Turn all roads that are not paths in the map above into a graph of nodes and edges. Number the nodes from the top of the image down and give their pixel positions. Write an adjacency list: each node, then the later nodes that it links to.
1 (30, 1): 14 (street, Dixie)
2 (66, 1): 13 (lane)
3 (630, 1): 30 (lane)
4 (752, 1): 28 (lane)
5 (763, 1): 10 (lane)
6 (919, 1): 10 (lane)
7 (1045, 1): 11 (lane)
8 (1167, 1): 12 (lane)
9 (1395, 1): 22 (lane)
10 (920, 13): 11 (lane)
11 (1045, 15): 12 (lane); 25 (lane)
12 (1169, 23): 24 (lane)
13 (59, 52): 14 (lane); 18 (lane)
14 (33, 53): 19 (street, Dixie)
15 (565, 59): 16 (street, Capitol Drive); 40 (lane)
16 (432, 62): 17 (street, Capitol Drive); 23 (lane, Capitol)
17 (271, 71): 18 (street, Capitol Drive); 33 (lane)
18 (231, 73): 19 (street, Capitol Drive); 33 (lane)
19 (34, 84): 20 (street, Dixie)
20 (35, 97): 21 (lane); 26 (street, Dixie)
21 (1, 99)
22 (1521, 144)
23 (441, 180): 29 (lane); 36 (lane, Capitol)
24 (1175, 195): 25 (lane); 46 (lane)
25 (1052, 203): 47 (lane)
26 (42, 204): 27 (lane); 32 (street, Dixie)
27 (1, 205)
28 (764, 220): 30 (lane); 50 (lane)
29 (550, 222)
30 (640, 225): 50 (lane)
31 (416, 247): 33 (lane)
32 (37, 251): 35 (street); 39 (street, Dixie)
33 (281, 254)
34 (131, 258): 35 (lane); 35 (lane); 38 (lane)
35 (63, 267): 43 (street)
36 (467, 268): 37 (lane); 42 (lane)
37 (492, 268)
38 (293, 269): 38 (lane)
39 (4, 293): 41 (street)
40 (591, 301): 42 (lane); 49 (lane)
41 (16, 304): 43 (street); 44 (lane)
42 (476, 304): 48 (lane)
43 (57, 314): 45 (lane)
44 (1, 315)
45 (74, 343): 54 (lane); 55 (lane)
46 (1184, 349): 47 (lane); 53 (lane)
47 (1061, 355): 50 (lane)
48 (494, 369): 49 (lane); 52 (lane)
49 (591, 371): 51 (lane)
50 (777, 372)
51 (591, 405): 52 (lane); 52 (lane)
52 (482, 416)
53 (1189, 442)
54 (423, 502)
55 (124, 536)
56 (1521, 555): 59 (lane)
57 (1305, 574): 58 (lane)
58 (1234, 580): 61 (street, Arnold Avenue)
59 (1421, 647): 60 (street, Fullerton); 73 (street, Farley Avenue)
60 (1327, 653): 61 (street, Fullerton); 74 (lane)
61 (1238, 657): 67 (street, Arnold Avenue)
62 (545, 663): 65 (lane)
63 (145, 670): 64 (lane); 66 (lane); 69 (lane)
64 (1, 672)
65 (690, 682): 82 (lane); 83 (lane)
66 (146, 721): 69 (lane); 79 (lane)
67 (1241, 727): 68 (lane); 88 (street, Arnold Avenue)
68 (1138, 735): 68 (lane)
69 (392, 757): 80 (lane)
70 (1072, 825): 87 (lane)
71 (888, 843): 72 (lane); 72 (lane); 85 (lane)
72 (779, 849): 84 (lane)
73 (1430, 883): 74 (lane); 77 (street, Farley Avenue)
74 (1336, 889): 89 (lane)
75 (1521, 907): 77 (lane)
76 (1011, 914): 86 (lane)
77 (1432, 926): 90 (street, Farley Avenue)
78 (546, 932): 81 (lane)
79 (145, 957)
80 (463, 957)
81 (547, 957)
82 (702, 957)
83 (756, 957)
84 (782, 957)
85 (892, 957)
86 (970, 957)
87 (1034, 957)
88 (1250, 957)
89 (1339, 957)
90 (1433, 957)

__Exercise directions__
Based on the listing, determine the number of lines that include the string "Arnold", and give that number without further text.

__Solution below__
3